Dear Lee,

Winter is over, flowers are blooming and spring cleaning has begun. But some collectors seem to put off the cleaning for a long time-so long that others cash in on some unexpected treasures.

In the 19th century a few talented women made Baltimore album quilts. Most were made of appliquéd blocks of red, green, blue, and yellow pieces arranged as baskets of flowers, eagles, wreaths, buildings, or ships. These time-consuming quilts were the inspiration for a 19th-century bed cloth discovered in a drawer where it had been avoiding spring cleaning for most of the last century.
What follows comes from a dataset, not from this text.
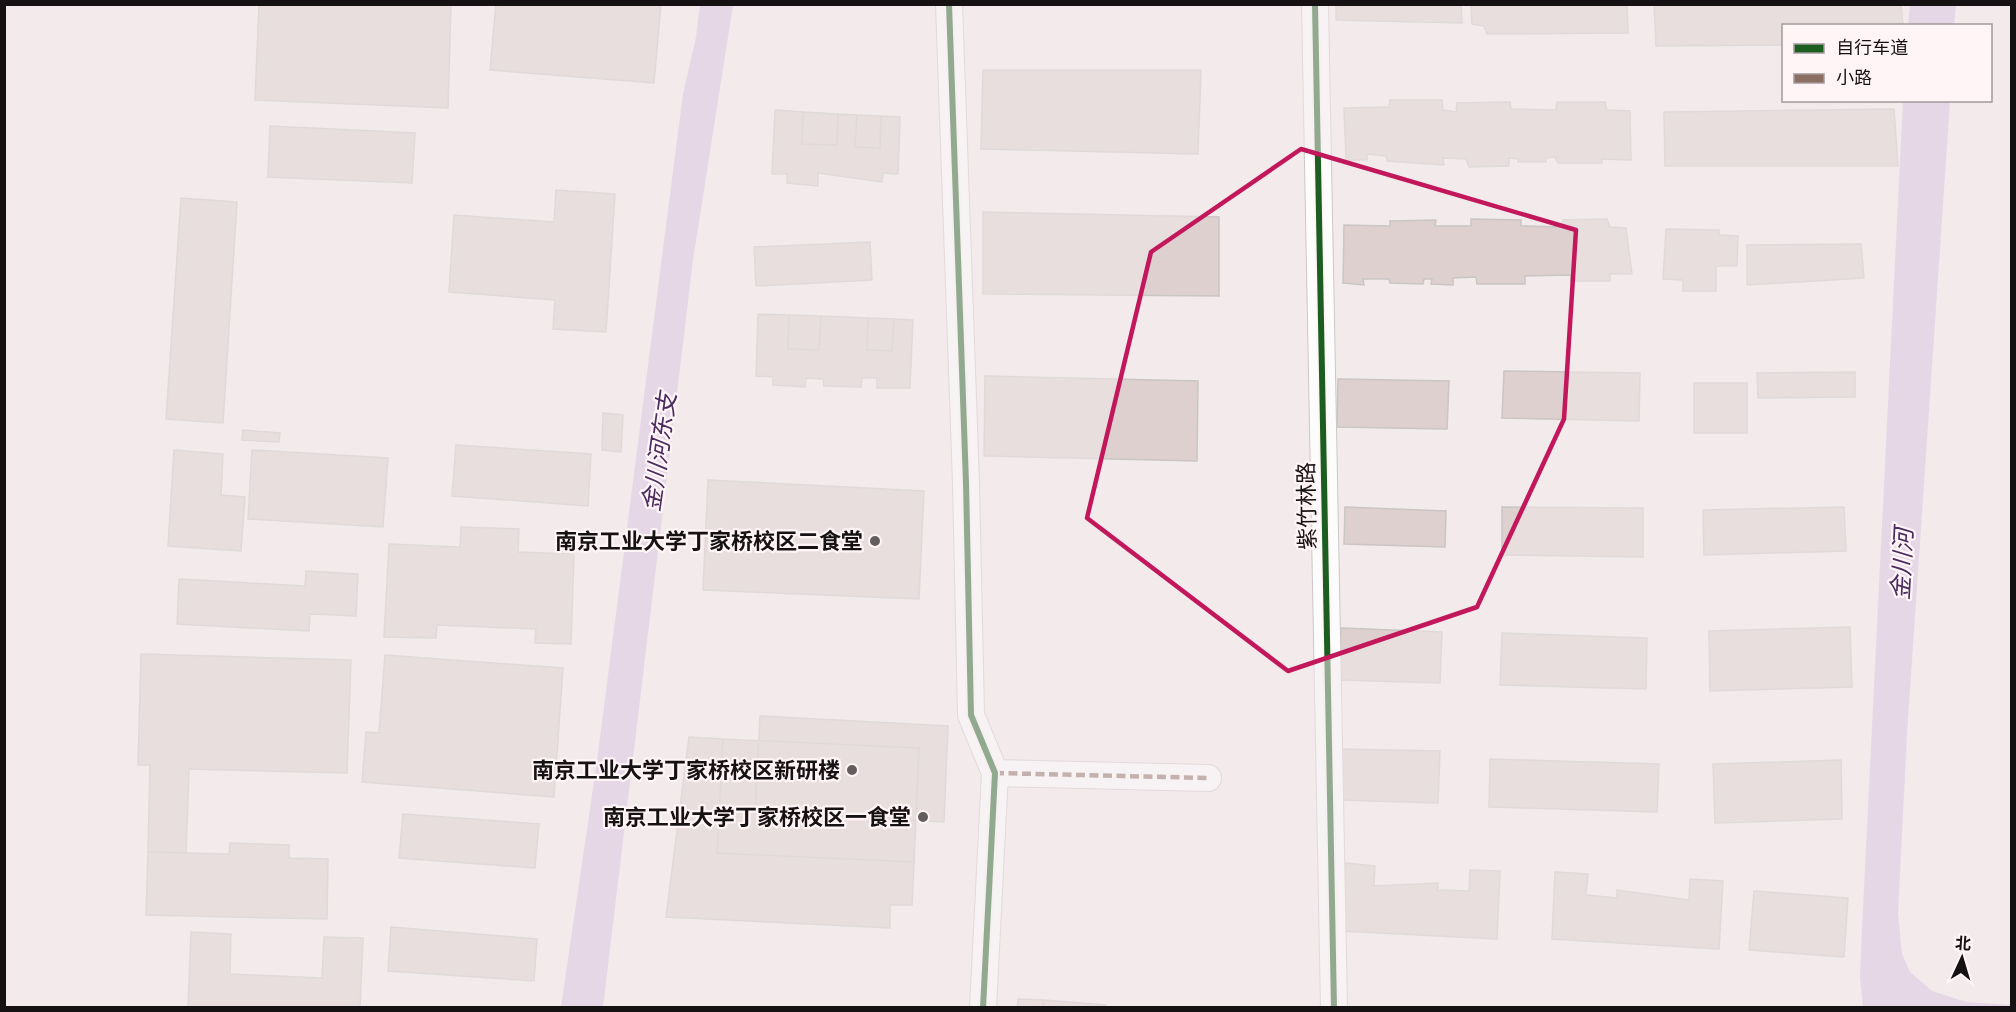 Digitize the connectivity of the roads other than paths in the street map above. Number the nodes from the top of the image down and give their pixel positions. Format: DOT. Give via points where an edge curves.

Although is was not a quilt, but a water color painting on cloth that resembled an album quilt, it excited the folk art collectors and sold at auction for $231,000.

A woman who left a painting wrapped in a blanket in her garage for over 60 years finally got around to having a garage sale and sold it for $5. The buyer hung it in the kitchen, but decided last year to see if the artist, Joseph Decker was known. It turned out he was an important 19th-century German-American artist. The buyer sold Decker’s garage-sale painting of pears to The National Gallery of Art for $1 million. Too bad the lady doing spring cleaning didn’t do some research.

A friend was helping her mother clean last month and found a dusty flower vase in her mother’s laundry room cabinet. We told her it was a Rookwood Pottery vase from the 1930s made by Shirayamadani and worth thousands of dollars. Our friend took the old crushed chicken wire and dry flower stems out of the vase and convinced her mother it belonged in the living room. Her mother thought it was “just an old vase” and she wanted her daughter to take it if she liked it. So clean the forgotten drawers, laundry cupboards and garages carefully. You might have a treasure.